A man in a very expensive suit slings his arm around Hollander's suddenly-rigid shoulders, exclaiming a little drunkenly, “Shane Hollander, as I live and breathe. When are you going to do another shoot for us? Maybe get that girlfriend of yours to pose, too.”

Kip watches Hollander's eyes go very blank, and his voice is unnervingly friendly when he says, “I'm afraid I'm not familiar with my schedule for upcoming brand work right now, so I'd have to check my calendar for that. And I don't have a girlfriend.”

“Rose Landry, right?” The man squeezes Hollander's arm like they're buddies, apparently oblivious to the look on Hollander's face. “You dated her, right?”

Kip knows Hollander, as the best-paid and most accomplished hockey player in the country, can take care of himself, but right now he kind of wants to set a very hungry piranha on the man holding on to him like that.

He doesn't know why Hollander isn't pulling away, but the look on his face, underneath that media-perfect blankness, is. Not great.

“We're just friends,” Hollander says politely.

The man snorts, taking a swig from his glass of what looks like whiskey. “No red-blooded American is just friends with a woman like Rose Landry.” His eyes focus on Kip and Scott for the first time, and Kip isn't surprised when he says, “Though I guess hockey is just filling up with other sorts of men these days.”

Scott flinches, just a little.

Kip doesn’t, but mostly because he is braced for it, and he refuses to let this motherfucker see him flinch.

“Scott Hunter is one of the most accomplished hockey players I have ever had the honor of facing, and he has played longer than I have, so I'm not sure ‘filling up’ is particularly accurate at this stage in his career,” Hollander says mildly, and now is when he pulls away from the man. “Though if your comment reflects your company's official position on inclusion in the sport, I will unfortunately have to reconsider our partnership moving forward. I have my own brand image to maintain, as you know, and there is a reputational risk to being associated with bigotry. You understand, of course.”

“Of course,” the man says faintly. He mumbles, “If you'll excuse me,” and slinks off into the crowd.

Holy shit.

Under his breath, Hollander mutters, “Inclusion in the sport. Inclusion in hockey? What the fuck else sport would I be talking about? Inclusion in the sport.” He looks at them. “Does ‘inclusion in the sport’ or ‘inclusion in hockey' sound better?”

“What?” Kip says faintly. What the fuck just happened?

“If I have to give that spiel again,” Hollander clarifies, like that was the question, “do you think ‘inclusion in the sport’ or ‘inclusion in hockey’ sounds better?”

“What?” Kip says again, louder.

Hollander peers at him. “Are you okay?”

“Yes. Yeah. I—”

Kip looks at Scott for help, because what the fuck just happened, and Scott says, voice a little weird, “You didn't need to do that.”
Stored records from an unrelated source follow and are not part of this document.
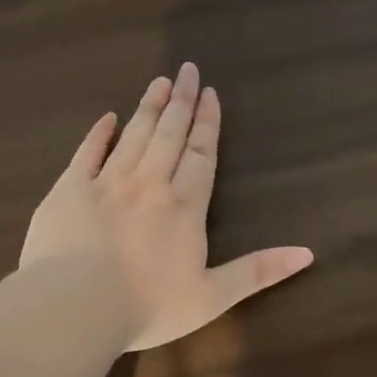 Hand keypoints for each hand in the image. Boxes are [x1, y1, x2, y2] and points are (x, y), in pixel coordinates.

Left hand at [20, 63, 314, 351]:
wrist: (74, 307)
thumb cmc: (148, 306)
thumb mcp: (213, 296)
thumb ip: (258, 272)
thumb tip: (307, 253)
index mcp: (184, 206)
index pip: (202, 154)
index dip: (208, 123)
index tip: (210, 94)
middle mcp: (149, 183)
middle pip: (170, 134)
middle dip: (181, 101)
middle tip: (188, 70)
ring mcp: (106, 183)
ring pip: (133, 135)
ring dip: (148, 107)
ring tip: (159, 82)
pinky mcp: (68, 190)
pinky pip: (86, 153)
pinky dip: (98, 133)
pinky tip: (107, 118) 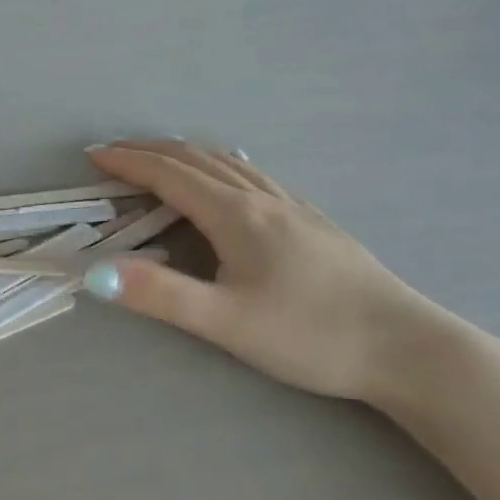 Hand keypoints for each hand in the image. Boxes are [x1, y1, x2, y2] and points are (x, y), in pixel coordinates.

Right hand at [84, 139, 442, 403]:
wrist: (406, 347)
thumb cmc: (311, 335)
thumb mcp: (225, 322)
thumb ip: (159, 295)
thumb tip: (95, 271)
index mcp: (236, 215)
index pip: (169, 175)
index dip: (128, 162)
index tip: (94, 156)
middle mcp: (262, 199)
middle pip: (197, 159)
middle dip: (150, 151)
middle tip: (114, 153)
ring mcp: (293, 207)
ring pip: (229, 163)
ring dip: (185, 155)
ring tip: (159, 159)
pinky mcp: (313, 222)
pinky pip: (254, 175)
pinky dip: (220, 165)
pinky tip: (230, 178)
“I have a speech and everything,” Hollander says, like that's at issue here. “My mom and I workshopped it. She thought ‘reputational risk’ sounded better than ‘I don't want to work with assholes.’”
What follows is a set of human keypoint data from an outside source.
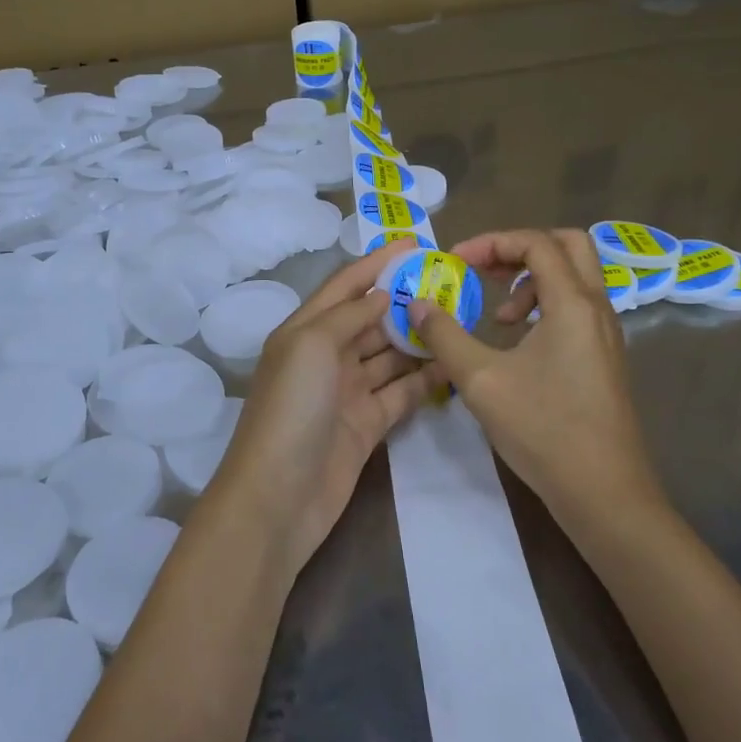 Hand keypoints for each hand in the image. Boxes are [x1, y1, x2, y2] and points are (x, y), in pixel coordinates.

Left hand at [209, 247, 441, 573]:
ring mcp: (348, 391)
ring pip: (390, 354)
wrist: (279, 497)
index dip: (376, 263)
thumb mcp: (311, 345)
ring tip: (460, 317)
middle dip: (405, 300)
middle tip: (452, 284)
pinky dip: (425, 377)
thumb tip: (381, 294)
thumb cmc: (291, 409)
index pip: (345, 286)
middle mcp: (326, 356)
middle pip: (370, 318)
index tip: (416, 244)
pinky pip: (402, 391)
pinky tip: (453, 362)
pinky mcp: (368, 423)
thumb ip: (348, 314)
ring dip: (419, 337)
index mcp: (304, 330)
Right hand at [407, 228, 660, 524]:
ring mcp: (605, 334)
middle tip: (484, 269)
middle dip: (520, 248)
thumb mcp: (481, 380)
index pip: (536, 243)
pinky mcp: (604, 357)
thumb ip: (445, 336)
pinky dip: (545, 306)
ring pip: (575, 278)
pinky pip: (577, 307)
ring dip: (533, 280)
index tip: (455, 261)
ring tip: (498, 315)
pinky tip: (519, 343)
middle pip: (568, 246)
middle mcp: (597, 309)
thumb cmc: (543, 429)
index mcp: (572, 304)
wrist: (603, 492)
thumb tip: (417, 303)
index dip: (492, 242) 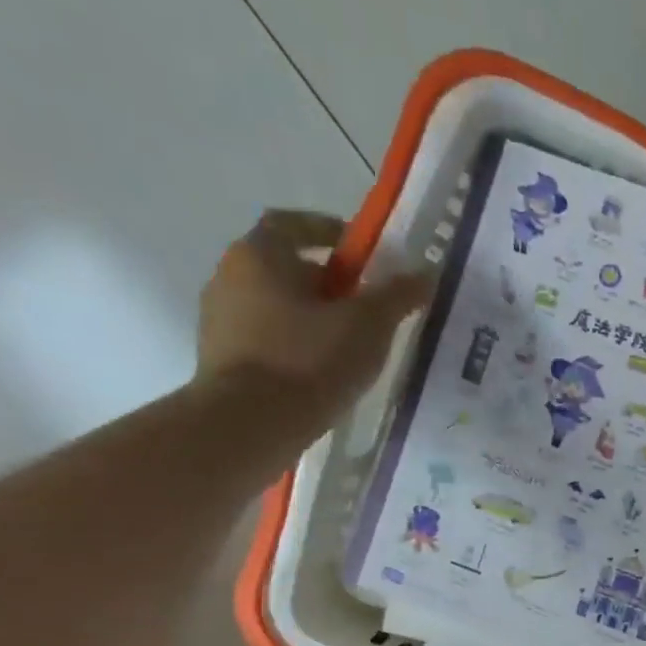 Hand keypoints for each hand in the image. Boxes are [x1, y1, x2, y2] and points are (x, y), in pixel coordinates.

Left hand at [197, 209, 434, 422]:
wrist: (251, 422)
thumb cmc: (310, 360)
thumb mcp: (368, 325)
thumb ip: (397, 296)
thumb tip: (425, 273)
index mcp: (260, 254)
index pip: (292, 223)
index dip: (329, 231)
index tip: (361, 252)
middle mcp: (230, 276)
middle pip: (284, 266)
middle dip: (326, 280)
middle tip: (366, 305)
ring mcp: (220, 318)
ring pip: (274, 304)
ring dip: (310, 314)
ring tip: (349, 343)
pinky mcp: (223, 357)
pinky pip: (267, 338)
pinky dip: (295, 343)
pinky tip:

“You don't need to torpedo your brand deals for us,” Scott says.

Hollander snorts. “What, do you think Kevin van der Klein over there is going to show up at a meeting tomorrow and say, whoops, I lost Shane Hollander because I wanted to be homophobic in public?” He narrows his eyes and pulls out his phone, saying, “I don't like ‘in the sport.’ It sounds like I don't know what sport I play.” Something on his screen makes him smile, and he types out a quick one-handed response before saying, “I have to go. Nice to meet you, Kip. Good luck on your degree.”

And then, like a Canadian tornado, he's gone.

“Well,” Kip says, turning to look at Scott. He looks sort of like someone hit him in the head with something heavy. “That was unexpected.”

“He's always nice,” Scott says. Then, “Well, usually nice, except on the ice, when he's a fucking menace. But there's nice, and then there's….”

“Yeah,” Kip agrees.

“If Rozanov tries to talk to you, on the other hand—”

“I will run screaming.”

“Walk,” Scott says soberly, though his eyes are smiling. “Running will activate his predator instinct.”

Notes:

This was almost named Captain Canada but I decided predator instinct was a funnier title.